Twenty-nine-year-old Samutsevich is the third alleged Pussy Riot member to be detained on suspicion of participating in an unsanctioned performance at Christ the Savior Cathedral last month. The court on Wednesday rejected an appeal by Samutsevich's defense team to release her.
Samutsevich, along with alleged bandmates Nadezhda Tolokonnikova and Maria Alyokhina, face charges of hooliganism for their Feb. 21 "punk prayer." If convicted, the women could be sentenced to up to seven years in prison. The trio has been ordered held in detainment until April 24.
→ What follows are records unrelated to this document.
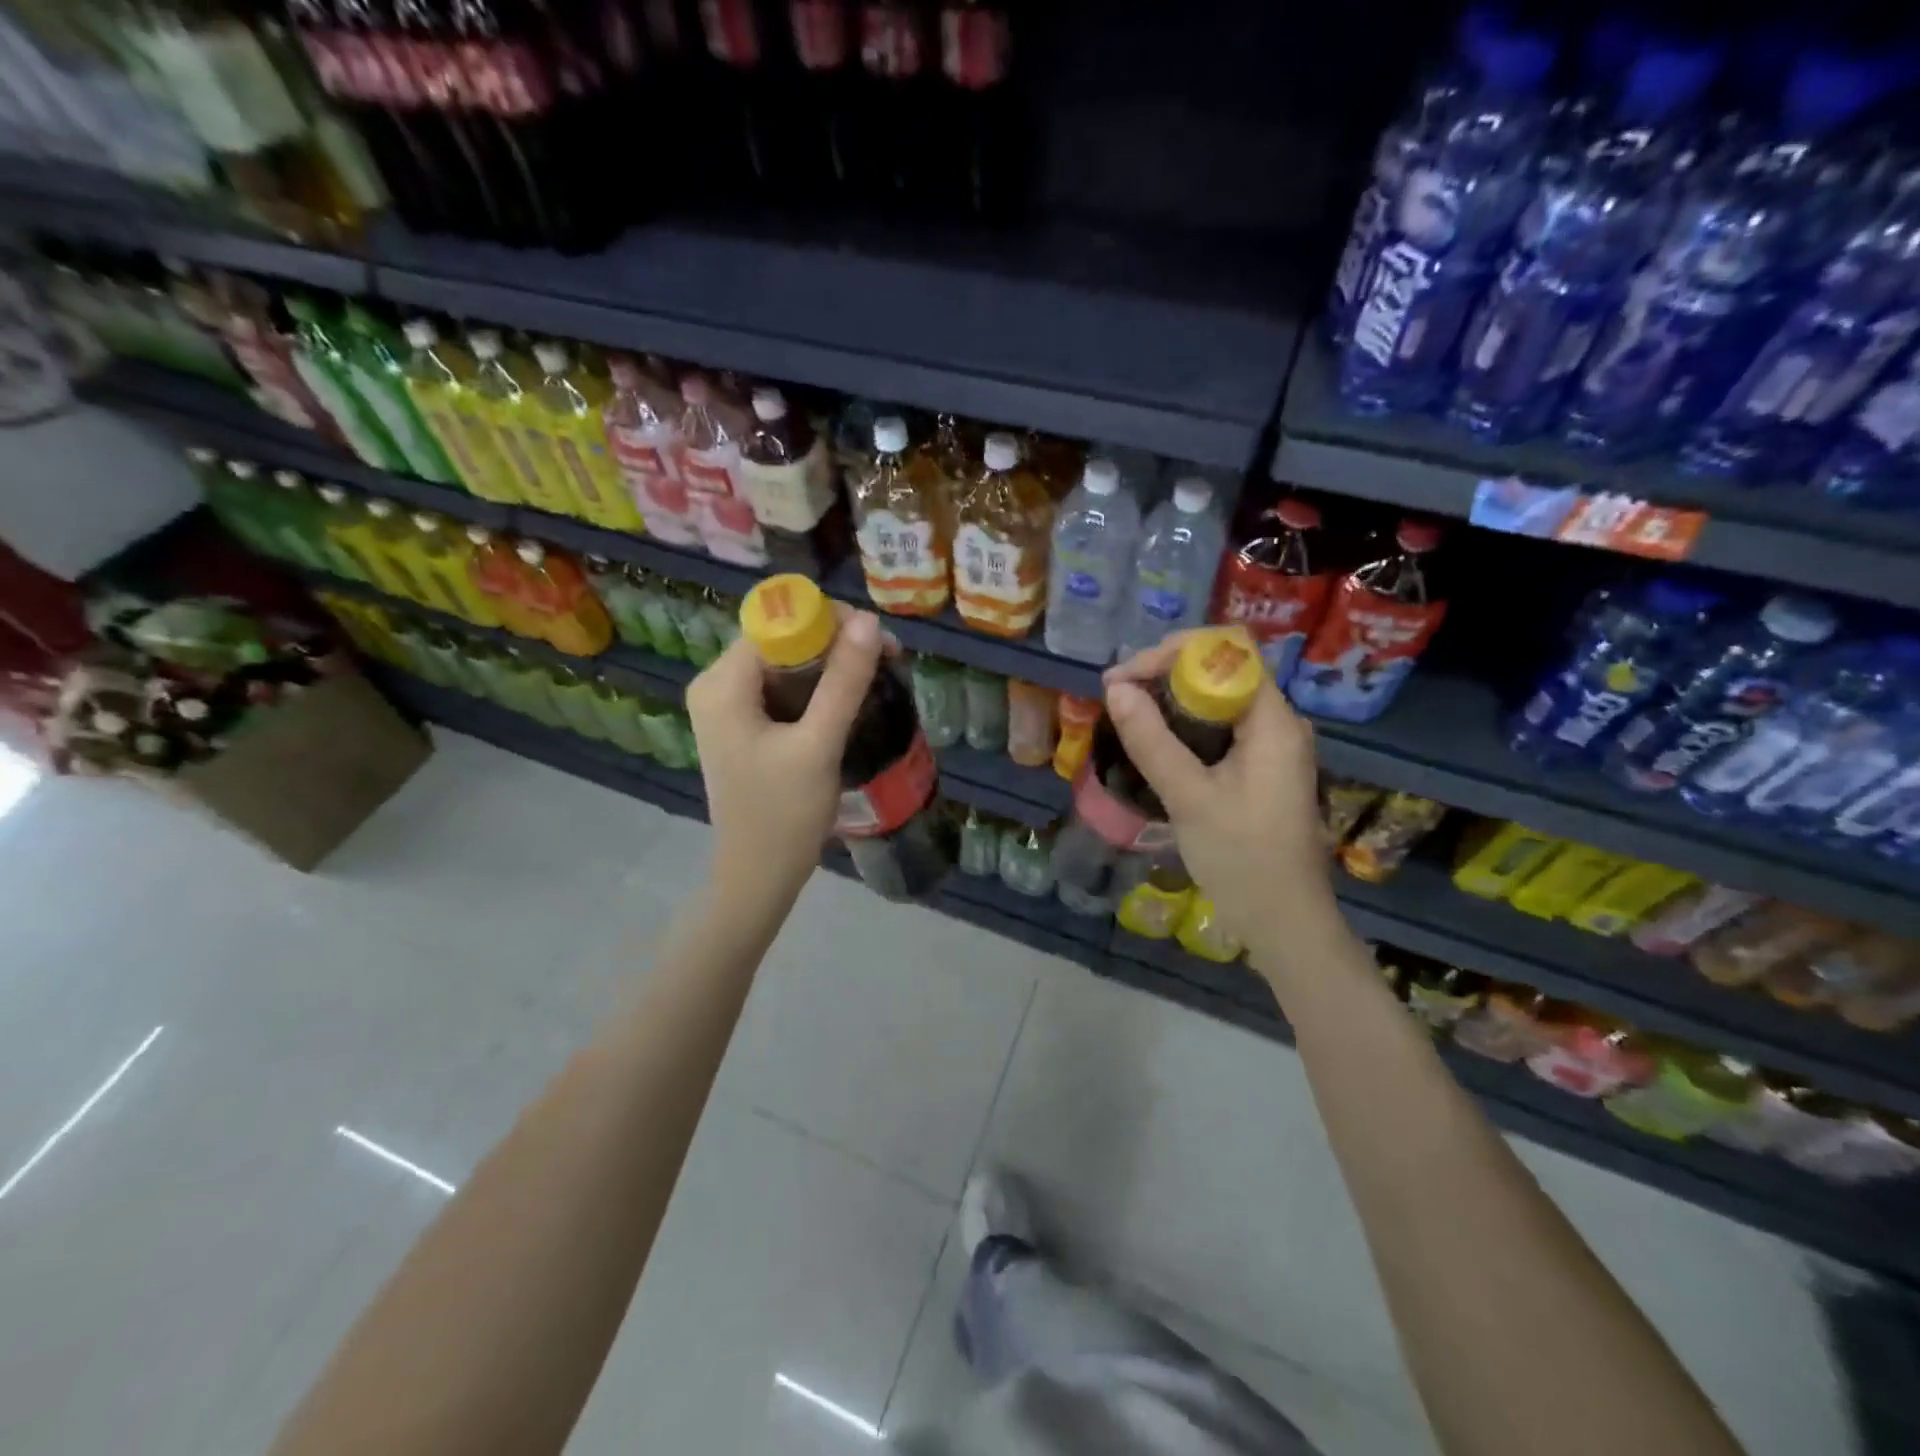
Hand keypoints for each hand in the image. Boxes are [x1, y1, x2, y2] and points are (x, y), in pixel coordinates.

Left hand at [685, 609, 883, 901]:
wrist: (759, 876)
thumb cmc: (784, 814)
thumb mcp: (818, 745)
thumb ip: (844, 682)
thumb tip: (868, 621)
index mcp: (722, 684)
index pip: (776, 623)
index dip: (828, 622)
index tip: (875, 640)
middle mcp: (716, 685)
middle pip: (780, 640)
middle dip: (835, 643)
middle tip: (887, 659)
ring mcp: (727, 707)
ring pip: (785, 664)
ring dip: (831, 666)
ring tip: (877, 676)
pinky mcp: (742, 725)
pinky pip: (782, 688)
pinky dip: (817, 688)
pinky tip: (850, 699)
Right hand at [1103, 633, 1335, 957]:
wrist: (1284, 922)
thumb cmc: (1242, 859)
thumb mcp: (1189, 798)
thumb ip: (1152, 741)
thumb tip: (1115, 689)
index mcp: (1274, 722)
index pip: (1231, 652)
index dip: (1174, 652)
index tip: (1126, 678)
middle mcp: (1278, 723)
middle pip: (1224, 670)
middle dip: (1166, 672)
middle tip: (1118, 695)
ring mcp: (1270, 746)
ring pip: (1219, 698)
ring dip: (1171, 697)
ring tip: (1127, 712)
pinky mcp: (1259, 768)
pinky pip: (1220, 727)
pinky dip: (1183, 724)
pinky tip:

United Russia parliamentarian and Soviet crooner Iosif Kobzon had harsh words on Tuesday for the women accused in the case, which has become a hot topic of discussion in the blogosphere and the media since Tolokonnikova and Alyokhina's arrest on March 3. Kobzon indirectly compared the women to the terrorists responsible for the 2002 Nord-Ost theater hostage crisis.
"Someone led those young people to Nord-Ost. They didn't come up with it themselves. Someone also organized those young women and paid them money. These are some kind of beggarly women whom someone organized," Kobzon said in an interview on opposition TV channel Dozhd.
He also said he sees nothing bad about them going to prison, "if it will be a lesson for others."